Technical information
- Licensing authority: FCC
- Facility ID: 55681
- Class: B
- Power: 5,000 watts

Links
- Public license information: Public file; LMS;
- Webcast: Listen live (via iHeartRadio)
- Website: kcjb910.iheart.com

= KCJB =

Radio station in Minot, North Dakota

KCJB (910 AM) is a classic country radio station in Minot, North Dakota. KCJB carries the Minnesota Twins.

iHeartMedia, Inc. also owns and operates KYYX 97.1, KRRZ 1390, KIZZ 93.7, KMXA-FM 99.9, and KZPR 105.3 in Minot.

KCJB is known for its local farm and agriculture reporting, including dedicated programming to agribusiness news relevant to North Dakota farmers and ranchers.

==History==
KCJB first signed on the air in 1950. During the early 1950s, the station was instrumental in bringing broadcasting to the region. In 1953, the station launched an associated television station, KCJB-TV (later KXMC-TV), making it the first television station in North Dakota. The station was owned by businessman John W. Boler, who was involved in the development of other North Dakota radio and television outlets. Early KCJB radio personalities included Jim Adelson (1952–1953) and Cis Hadley.

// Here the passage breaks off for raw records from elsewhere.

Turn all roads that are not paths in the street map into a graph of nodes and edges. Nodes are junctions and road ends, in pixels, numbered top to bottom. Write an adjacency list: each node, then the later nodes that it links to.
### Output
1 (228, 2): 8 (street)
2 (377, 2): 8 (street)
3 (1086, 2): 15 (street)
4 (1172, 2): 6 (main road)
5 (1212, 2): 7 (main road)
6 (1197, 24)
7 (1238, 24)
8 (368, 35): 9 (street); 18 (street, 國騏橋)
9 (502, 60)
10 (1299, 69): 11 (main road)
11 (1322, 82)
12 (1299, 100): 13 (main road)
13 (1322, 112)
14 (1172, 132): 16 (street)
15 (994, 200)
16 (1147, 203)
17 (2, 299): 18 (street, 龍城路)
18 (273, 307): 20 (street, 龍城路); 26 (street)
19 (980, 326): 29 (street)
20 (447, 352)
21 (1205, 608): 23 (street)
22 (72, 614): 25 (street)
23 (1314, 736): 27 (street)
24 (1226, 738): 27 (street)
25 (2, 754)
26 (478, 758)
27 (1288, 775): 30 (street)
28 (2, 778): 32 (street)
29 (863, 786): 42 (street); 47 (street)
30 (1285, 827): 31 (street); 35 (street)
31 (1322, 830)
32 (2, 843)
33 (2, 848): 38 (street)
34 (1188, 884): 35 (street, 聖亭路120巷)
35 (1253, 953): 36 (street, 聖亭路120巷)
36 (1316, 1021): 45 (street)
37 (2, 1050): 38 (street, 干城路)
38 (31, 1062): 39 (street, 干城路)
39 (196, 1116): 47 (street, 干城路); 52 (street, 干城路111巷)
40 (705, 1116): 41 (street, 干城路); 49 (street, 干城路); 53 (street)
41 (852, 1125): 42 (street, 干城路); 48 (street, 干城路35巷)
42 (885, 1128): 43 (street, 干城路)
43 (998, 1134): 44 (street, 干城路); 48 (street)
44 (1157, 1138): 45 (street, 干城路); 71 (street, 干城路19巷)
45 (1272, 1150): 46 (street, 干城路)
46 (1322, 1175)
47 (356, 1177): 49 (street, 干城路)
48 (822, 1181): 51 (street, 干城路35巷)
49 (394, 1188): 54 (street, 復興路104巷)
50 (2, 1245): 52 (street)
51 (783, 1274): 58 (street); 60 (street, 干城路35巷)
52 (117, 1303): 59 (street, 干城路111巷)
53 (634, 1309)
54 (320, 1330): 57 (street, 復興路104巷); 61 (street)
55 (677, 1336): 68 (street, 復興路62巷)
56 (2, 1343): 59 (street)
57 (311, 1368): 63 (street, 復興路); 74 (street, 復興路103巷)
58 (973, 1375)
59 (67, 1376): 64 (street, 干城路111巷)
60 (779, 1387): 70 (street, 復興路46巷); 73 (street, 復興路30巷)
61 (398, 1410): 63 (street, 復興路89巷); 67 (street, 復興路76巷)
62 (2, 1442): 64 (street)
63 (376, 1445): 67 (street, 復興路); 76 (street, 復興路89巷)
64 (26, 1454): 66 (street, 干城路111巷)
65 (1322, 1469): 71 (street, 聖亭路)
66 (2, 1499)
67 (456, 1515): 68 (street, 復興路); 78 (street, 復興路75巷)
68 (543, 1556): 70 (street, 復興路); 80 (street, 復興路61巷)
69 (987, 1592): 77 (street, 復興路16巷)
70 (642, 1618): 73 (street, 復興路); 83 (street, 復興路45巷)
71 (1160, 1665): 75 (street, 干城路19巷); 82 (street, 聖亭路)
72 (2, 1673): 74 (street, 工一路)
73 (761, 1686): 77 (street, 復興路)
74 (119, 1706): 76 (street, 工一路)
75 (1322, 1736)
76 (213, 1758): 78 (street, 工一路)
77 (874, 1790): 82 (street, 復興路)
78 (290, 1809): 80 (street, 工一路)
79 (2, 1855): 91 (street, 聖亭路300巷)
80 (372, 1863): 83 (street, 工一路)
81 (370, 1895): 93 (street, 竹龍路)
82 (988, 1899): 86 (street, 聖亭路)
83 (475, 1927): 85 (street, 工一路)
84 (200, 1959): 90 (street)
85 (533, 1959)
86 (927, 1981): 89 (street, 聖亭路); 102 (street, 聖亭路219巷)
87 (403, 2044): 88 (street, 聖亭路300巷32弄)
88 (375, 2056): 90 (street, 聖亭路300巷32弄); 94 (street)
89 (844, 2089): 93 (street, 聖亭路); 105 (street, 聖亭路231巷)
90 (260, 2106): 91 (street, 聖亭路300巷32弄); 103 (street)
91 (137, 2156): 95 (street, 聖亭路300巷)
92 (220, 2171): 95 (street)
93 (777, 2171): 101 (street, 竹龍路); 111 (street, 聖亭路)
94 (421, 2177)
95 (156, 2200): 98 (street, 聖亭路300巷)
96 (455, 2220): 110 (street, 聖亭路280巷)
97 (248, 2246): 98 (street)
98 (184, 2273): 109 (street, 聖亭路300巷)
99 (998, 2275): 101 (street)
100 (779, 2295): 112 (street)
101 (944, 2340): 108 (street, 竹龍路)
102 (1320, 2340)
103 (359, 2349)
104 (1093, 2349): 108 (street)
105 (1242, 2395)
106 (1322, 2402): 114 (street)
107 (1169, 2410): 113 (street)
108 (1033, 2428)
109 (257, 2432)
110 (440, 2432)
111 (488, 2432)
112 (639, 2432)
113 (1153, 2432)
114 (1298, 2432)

In 2007, a proposed sale of 185 Clear Channel Communications radio stations, including the entire Minot cluster, to Dean Goodman's GoodRadio.TV, was announced. The deal was ultimately terminated due to financing issues, resulting in KCJB and its sister stations remaining under Clear Channel (now iHeartMedia) ownership.